Claudia Pineiro a cette écriture à la fois fragmentaire – récit entrecoupé, haché, lien aux ressentis, à l’urgence, à l’émotionnel – et linéaire : elle déroule son histoire, sur le mode de l’enquête (revenir aux sources du drame) et de la confession. Car c’est de cela qu’il s’agit. Marile a fui l’Argentine. Dans l’avion pour Boston elle a rencontré Robert. Il l’a aidée. Presque épousée. Elle a reconstruit son existence, sous le nom de Mary Lohan, sous des traits subtilement modifiés. Et puis Robert est mort. Et elle est là, Marile Mary, à revenir en Argentine, à revenir vers ce collège dont elle a fui les parents, les enfants.
Le travail sur la mémoire, ses attaches, ses absences, sur la culpabilité, l’inquiétude, est particulièrement subtil. On peut discuter ensuite des probabilités, improbabilités : mais on parle d’une chance minuscule. Il faut bien que le facteur chance intervienne. Claudia Pineiro raconte l’histoire d’une femme détruite, reconstruite sur un vide, un manque, une absence, et qui a cette chance, minuscule et immense, de pouvoir presque effacer le temps. Le texte est beau par sa pudeur, ses hésitations. On en lit une grande partie au travers des courriers, lettres manuscrites, e-mails. Le reste passe également par l’écrit, c’est le journal de Mary. Ainsi s’opère la mise à distance, et ce mode confessionnel. Sans pathos, sans surcharge lacrymale. Marile Mary raconte. Elle répond à une question. « Pourquoi, alors que nous avions enduré toutes ces choses ensemble, ma mère est partie un jour et n’est jamais revenue. » Elle explique l’inexplicable. « Il y a des actions qui ne sont pas dignes qu’on leur trouve des raisons. Il y a des actes qu’aucune raison ne peut justifier. Des faits injustifiables. Voilà pourquoi je suis restée silencieuse pendant toutes ces années. »

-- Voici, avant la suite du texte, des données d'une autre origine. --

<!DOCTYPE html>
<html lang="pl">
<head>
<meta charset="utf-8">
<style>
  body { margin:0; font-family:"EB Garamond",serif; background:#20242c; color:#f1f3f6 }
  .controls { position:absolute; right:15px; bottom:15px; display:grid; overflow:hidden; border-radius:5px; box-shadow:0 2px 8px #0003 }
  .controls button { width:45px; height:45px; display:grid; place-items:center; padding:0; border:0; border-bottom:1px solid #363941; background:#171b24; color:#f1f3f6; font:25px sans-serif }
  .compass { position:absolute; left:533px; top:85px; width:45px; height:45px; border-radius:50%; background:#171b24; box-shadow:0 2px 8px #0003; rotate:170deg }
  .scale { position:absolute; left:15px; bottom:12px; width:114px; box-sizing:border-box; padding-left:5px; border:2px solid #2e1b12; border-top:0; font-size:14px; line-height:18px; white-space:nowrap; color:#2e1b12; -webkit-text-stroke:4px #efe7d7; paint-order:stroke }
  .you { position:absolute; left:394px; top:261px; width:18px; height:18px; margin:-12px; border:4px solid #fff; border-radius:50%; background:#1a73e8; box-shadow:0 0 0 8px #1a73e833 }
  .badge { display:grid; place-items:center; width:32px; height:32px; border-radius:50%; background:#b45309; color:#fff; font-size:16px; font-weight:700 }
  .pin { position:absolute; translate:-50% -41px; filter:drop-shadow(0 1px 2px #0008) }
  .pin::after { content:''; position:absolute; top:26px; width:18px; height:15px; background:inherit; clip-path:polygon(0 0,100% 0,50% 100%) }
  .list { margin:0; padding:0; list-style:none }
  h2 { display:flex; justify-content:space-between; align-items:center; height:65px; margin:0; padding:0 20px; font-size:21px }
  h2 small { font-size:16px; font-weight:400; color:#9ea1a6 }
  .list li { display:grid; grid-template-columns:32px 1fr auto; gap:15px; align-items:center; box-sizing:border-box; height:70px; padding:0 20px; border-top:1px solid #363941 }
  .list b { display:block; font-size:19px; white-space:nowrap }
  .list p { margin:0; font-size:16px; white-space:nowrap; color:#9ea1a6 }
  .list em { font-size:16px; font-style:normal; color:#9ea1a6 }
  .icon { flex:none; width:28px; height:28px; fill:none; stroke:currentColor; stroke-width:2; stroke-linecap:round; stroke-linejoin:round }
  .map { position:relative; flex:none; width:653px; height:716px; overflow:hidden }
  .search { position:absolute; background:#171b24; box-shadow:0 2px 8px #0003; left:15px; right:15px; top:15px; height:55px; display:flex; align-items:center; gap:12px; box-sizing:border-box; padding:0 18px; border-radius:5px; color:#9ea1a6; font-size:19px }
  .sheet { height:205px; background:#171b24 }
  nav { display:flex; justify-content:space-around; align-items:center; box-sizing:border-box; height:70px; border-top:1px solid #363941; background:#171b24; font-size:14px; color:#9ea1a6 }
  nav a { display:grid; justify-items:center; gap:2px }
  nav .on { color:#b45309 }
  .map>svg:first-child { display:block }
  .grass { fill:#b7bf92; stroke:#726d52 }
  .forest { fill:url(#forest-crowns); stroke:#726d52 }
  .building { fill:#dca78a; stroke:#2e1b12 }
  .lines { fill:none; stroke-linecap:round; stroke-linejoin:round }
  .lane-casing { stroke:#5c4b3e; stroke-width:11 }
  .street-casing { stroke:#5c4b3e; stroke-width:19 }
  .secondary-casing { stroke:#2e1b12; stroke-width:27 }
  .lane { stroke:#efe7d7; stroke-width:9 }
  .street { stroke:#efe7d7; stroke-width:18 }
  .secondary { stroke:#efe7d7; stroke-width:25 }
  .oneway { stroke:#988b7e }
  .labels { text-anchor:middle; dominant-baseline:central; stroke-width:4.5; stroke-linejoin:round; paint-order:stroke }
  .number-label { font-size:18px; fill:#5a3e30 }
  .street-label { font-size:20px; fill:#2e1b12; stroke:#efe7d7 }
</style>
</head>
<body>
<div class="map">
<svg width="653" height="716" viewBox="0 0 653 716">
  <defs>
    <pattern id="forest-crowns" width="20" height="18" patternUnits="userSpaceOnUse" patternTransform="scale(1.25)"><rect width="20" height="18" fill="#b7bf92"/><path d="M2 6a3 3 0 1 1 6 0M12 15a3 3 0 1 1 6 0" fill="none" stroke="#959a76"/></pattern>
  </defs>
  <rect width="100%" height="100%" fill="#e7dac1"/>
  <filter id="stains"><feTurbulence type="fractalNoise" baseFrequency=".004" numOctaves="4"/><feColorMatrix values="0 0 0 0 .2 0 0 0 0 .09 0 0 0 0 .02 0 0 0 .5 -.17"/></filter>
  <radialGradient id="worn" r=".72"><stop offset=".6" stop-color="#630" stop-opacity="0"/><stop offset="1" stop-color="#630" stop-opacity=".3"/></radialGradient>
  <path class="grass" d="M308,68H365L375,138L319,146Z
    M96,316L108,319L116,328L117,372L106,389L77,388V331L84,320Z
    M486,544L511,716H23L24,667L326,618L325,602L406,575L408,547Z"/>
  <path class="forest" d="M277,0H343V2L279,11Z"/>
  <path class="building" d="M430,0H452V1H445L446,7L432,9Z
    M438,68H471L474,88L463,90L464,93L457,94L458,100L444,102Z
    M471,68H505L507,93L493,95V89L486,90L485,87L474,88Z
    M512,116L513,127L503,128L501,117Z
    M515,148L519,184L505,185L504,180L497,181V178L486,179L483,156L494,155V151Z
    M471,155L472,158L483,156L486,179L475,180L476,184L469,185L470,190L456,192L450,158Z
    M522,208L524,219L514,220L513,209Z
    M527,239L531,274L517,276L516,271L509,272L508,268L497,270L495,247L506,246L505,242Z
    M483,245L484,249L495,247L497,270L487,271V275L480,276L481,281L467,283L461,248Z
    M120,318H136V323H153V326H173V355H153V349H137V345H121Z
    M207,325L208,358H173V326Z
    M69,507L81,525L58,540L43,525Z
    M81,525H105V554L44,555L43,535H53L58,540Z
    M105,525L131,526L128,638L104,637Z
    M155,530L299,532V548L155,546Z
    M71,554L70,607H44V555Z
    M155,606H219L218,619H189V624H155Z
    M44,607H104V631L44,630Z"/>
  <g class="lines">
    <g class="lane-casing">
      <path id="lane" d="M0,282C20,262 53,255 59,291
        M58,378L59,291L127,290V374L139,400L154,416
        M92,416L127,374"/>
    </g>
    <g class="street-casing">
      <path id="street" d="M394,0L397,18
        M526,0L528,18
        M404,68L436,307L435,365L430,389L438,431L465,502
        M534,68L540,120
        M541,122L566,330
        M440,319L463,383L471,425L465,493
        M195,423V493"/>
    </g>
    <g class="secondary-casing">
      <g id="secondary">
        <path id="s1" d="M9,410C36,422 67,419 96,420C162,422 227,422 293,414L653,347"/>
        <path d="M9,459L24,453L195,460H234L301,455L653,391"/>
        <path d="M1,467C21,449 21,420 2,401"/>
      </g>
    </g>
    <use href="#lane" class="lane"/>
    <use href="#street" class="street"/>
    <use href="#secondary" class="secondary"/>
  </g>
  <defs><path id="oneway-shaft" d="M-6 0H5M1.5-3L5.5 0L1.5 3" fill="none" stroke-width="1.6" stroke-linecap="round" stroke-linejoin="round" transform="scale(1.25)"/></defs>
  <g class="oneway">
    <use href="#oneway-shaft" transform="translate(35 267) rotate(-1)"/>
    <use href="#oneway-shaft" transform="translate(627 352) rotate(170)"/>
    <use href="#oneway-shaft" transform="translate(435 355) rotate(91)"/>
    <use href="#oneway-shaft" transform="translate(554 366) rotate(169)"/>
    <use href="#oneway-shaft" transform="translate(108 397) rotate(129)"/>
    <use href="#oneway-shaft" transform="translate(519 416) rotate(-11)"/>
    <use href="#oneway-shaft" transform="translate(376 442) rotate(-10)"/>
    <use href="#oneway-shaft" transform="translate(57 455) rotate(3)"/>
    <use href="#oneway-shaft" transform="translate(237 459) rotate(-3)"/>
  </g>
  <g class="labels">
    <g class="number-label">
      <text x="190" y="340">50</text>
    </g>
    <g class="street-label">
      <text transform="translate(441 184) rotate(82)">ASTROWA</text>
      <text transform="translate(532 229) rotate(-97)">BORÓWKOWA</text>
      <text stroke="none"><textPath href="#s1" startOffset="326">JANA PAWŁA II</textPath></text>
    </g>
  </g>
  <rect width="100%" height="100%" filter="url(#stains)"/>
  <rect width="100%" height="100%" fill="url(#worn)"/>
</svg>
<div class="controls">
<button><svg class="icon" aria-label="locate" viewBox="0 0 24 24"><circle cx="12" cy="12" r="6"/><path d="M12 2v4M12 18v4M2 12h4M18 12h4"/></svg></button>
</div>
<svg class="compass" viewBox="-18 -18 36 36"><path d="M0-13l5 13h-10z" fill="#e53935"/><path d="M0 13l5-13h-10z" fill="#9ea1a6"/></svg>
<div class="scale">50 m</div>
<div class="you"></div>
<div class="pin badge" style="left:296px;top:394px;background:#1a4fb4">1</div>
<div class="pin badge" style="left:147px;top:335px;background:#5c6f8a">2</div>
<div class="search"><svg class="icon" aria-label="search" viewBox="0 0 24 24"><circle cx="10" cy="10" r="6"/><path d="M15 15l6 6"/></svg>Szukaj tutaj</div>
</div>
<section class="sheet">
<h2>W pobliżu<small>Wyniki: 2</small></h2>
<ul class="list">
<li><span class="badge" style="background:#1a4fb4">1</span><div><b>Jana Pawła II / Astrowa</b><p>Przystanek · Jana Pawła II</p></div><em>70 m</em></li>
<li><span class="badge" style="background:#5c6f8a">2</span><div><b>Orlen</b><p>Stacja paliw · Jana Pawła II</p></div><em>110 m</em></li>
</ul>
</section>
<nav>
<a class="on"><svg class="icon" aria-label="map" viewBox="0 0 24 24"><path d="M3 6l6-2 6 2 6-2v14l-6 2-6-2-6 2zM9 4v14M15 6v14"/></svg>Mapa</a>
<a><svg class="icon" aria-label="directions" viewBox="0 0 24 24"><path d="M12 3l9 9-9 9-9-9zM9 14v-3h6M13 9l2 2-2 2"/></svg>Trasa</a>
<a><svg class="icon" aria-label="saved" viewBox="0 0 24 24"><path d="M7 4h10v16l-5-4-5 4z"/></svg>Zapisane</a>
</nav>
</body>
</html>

Une chance minuscule, c’est l’espoir de Mary Lohan. Ces hasards qui n’en sont pas tout à fait. La main du destin, subtilement orientée. Les conditions réunies, pour que le miracle puisse avoir lieu. Il y a un peu tout ça, dans ce roman de l’Argentine, mais sans effets de manche, sans superflu. Une histoire discrète pour une femme secrète, un texte tout en retenue, avec ses moments d’une infinie délicatesse. Une chauve-souris. Un grain de beauté. Le récit d’un retour à la vie. Un texte juste pour un portrait tout en nuances.
Julie Coutu
Une chance minuscule, de Claudia Pineiro
Traduit de l’espagnol (Argentine) par
Romain Magras, Actes Sud, 272 p., 22 €
Domaine étranger Qui perd gagne
juillet 2017 | Le Matricule des Anges n°185
| par
Julie Coutu
Roman sur la mémoire et la culpabilité, Une chance minuscule de l’argentine Claudia Pineiro tisse le délicat récit d’un retour à la vie.
Un livre
Qui perd gagne
Par
Julie Coutu
Le Matricule des Anges n°185
, juillet 2017.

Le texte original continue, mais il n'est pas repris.